Monday, October 27, 2014

Little Of Column A, Little Of Column B: The Prisoner Of Zenda

I don't about you, but sometimes I see a remake of a movie and end up wishing I could combine elements of both it and the original. The 1952 version of The Prisoner of Zenda, which TCM broadcast again last night, is just such a movie. I like it, and I like the original 1937 version, too (and I especially like the book they're both based on). But I like Ronald Colman and Douglas Fairbanks, Jr. from the '37 version better while I prefer Deborah Kerr and Jane Greer from the '52 version.

Mind you, there's nothing wrong with, respectively, Stewart Granger, James Mason, Madeleine Carroll and Mary Astor.

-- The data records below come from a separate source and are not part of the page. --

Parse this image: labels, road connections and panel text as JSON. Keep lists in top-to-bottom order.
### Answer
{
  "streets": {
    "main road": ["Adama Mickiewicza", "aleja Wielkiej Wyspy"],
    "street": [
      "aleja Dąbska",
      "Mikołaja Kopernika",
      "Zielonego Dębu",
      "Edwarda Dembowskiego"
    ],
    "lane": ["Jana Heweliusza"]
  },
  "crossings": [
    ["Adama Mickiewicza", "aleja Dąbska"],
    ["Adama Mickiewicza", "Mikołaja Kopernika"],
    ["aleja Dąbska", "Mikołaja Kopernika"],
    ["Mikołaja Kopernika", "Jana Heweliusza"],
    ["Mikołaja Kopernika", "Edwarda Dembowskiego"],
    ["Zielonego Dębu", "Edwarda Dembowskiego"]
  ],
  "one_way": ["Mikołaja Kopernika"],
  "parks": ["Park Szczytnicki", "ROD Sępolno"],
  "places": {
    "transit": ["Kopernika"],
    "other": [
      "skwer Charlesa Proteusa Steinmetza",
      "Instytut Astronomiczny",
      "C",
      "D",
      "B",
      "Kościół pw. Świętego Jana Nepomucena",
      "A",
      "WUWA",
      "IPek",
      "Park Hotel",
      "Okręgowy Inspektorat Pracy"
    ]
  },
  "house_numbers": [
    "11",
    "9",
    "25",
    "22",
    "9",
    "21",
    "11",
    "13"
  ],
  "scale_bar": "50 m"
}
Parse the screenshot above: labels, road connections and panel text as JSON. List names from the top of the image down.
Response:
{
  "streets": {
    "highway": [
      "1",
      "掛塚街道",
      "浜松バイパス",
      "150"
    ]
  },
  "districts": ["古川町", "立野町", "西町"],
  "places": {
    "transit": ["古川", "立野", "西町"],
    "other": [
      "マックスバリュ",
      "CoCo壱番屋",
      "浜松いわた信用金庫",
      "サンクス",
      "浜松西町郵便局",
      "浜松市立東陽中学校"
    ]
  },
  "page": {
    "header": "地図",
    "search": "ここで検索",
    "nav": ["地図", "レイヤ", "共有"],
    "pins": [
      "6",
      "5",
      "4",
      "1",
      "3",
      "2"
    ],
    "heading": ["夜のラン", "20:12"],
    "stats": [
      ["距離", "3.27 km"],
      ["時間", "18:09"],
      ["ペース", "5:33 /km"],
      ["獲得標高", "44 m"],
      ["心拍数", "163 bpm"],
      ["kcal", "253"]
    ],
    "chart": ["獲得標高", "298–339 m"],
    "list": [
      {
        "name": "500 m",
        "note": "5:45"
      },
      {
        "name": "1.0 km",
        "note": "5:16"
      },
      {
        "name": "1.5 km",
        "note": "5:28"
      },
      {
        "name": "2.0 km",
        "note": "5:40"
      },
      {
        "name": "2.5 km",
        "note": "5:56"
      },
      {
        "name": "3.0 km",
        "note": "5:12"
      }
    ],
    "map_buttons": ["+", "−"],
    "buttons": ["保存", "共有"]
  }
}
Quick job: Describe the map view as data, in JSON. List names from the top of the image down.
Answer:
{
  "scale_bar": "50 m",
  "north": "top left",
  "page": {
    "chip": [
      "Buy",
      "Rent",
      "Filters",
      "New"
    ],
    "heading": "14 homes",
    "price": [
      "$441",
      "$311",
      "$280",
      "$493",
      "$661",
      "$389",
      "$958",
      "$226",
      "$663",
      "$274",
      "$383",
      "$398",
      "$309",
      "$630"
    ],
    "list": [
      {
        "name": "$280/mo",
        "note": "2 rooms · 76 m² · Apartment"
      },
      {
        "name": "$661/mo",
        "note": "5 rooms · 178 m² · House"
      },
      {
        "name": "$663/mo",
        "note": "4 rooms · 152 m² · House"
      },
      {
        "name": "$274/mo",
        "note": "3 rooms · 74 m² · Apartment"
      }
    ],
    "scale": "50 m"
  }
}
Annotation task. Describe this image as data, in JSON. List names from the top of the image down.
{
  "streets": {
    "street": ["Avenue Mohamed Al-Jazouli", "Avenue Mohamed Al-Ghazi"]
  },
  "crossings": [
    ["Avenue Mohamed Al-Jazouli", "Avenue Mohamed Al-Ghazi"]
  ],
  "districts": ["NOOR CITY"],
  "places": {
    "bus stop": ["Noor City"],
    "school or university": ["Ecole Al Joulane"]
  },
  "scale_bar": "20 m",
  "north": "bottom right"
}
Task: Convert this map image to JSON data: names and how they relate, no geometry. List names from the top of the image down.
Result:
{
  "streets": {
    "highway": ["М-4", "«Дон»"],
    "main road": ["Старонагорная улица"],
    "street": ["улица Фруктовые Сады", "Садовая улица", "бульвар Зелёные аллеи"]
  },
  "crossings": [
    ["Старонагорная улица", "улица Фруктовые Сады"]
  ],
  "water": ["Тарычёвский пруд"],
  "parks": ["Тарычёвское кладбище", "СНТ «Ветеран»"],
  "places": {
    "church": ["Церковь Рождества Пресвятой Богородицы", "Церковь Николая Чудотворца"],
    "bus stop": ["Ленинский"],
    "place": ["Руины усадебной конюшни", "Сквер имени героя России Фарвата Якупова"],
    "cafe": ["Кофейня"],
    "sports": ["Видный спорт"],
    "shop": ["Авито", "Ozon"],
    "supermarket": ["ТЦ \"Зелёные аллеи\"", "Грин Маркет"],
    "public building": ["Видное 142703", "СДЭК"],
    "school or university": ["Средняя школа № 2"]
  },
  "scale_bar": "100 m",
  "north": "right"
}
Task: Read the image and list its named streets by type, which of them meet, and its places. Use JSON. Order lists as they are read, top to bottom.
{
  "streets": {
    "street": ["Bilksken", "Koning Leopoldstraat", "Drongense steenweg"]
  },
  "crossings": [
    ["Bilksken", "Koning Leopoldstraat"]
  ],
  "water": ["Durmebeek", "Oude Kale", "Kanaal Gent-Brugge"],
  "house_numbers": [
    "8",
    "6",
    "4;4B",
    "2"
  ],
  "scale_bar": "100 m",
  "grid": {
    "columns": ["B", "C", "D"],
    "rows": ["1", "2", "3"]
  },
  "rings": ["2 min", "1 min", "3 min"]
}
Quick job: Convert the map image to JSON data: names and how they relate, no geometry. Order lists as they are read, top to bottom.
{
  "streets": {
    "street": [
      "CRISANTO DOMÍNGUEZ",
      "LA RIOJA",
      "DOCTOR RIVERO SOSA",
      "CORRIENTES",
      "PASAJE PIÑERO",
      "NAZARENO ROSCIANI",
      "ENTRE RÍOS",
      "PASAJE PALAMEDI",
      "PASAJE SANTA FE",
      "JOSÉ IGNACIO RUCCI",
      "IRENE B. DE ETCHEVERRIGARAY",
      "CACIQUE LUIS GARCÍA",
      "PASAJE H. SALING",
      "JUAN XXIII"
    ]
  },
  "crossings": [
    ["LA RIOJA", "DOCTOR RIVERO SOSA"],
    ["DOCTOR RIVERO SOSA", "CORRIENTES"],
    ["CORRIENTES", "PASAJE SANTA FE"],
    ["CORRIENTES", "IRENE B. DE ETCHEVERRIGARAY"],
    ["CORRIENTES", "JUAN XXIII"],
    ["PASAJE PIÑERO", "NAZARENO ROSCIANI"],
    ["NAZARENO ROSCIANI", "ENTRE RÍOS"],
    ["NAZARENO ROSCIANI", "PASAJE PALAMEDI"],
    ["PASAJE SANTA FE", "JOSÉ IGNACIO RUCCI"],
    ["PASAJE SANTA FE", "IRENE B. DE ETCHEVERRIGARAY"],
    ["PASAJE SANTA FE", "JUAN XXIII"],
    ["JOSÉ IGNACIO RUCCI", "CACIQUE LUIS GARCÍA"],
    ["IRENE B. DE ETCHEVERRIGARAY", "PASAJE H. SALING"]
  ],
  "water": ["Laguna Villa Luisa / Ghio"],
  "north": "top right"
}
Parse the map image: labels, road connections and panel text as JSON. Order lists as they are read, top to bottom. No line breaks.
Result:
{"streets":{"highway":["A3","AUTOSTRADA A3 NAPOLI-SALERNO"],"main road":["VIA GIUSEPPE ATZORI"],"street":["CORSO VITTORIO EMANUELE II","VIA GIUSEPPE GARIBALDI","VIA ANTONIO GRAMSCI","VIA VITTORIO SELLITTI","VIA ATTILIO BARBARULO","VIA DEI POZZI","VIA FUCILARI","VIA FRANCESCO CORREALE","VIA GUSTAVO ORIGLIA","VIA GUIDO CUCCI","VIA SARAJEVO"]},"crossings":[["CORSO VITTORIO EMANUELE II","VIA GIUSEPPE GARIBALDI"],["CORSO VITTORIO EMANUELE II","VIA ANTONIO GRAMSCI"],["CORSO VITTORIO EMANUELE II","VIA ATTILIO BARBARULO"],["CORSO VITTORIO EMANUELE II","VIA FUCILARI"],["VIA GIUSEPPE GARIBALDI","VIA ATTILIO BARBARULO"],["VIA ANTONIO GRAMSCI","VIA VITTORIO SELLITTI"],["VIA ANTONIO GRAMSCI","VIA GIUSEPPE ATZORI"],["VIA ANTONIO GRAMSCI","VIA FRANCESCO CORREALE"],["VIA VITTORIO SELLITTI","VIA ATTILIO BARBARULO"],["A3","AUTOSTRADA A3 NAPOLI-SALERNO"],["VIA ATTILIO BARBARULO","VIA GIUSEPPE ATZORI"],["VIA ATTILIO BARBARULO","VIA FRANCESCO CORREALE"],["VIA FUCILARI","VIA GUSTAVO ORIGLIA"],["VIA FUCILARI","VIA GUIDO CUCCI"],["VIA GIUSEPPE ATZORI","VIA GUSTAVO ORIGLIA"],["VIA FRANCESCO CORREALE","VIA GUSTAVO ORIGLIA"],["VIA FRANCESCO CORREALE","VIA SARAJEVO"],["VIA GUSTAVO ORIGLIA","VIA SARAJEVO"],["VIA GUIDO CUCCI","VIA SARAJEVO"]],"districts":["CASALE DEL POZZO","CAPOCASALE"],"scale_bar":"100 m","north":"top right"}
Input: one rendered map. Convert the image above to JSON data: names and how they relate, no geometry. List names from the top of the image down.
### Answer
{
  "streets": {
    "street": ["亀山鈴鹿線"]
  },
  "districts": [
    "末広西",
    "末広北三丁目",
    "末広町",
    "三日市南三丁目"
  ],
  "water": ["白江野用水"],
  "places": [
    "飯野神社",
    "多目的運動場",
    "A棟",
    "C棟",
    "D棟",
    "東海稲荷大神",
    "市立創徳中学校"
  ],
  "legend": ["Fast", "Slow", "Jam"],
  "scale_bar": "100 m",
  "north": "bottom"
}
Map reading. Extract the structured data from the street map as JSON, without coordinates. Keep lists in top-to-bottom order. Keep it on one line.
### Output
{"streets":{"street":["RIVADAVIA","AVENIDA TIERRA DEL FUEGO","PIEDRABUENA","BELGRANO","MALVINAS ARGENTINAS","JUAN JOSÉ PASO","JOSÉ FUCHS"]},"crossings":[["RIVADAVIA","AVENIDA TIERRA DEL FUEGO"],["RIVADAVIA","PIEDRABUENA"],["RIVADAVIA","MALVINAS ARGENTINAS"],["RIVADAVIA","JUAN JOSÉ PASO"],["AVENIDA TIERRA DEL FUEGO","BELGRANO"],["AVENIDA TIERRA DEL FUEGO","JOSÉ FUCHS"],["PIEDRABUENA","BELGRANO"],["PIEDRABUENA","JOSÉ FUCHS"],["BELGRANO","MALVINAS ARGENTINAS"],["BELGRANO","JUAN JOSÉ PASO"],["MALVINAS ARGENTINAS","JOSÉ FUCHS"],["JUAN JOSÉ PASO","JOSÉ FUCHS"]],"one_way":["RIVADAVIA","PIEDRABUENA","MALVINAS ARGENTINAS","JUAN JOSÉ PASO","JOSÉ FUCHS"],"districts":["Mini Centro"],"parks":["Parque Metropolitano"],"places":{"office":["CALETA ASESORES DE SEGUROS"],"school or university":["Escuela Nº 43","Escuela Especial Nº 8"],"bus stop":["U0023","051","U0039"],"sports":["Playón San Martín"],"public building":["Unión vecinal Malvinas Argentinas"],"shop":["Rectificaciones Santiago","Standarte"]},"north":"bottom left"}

They're great. I just think in these particular roles, the other pairings are better.

Now if only somebody could whip out their computer and cut and paste the two films together, we might really have something.

Tuesday, October 21, 2014

Early Dragnet

Check out the actor who opens the door after the first commercial break of this episode of Dragnet that aired on February 14, 1952.

Friday, October 17, 2014

They Came To Cordura (1959): Mini-Review

Katie-Bar-The-Door is out of town this weekend, so last night the Monkey sat on the couch with the dog and box of ginger snaps and watched They Came To Cordura, a mediocre late-50s western starring Gary Cooper as a coward ironically put in charge of making Medal of Honor recommendations during America's little-remembered invasion of Mexico in 1916.

Because America will need live heroes to pimp for the coming world war, Cooper is charged with escorting the Medal nominees back to base, giving him a perfect opportunity to quiz each man on the essential nature of courage and to marinate in his own lack thereof. Unfortunately, the nominees aren't really heroes, just deeply (deeply!) flawed men who happened to have had one reflexive moment of extraordinary valor. Given ample opportunity to demonstrate their true nature, they talk-talk-whine gripe-carp-moan all the way home while the supposed-coward Cooper shows them what real men are all about.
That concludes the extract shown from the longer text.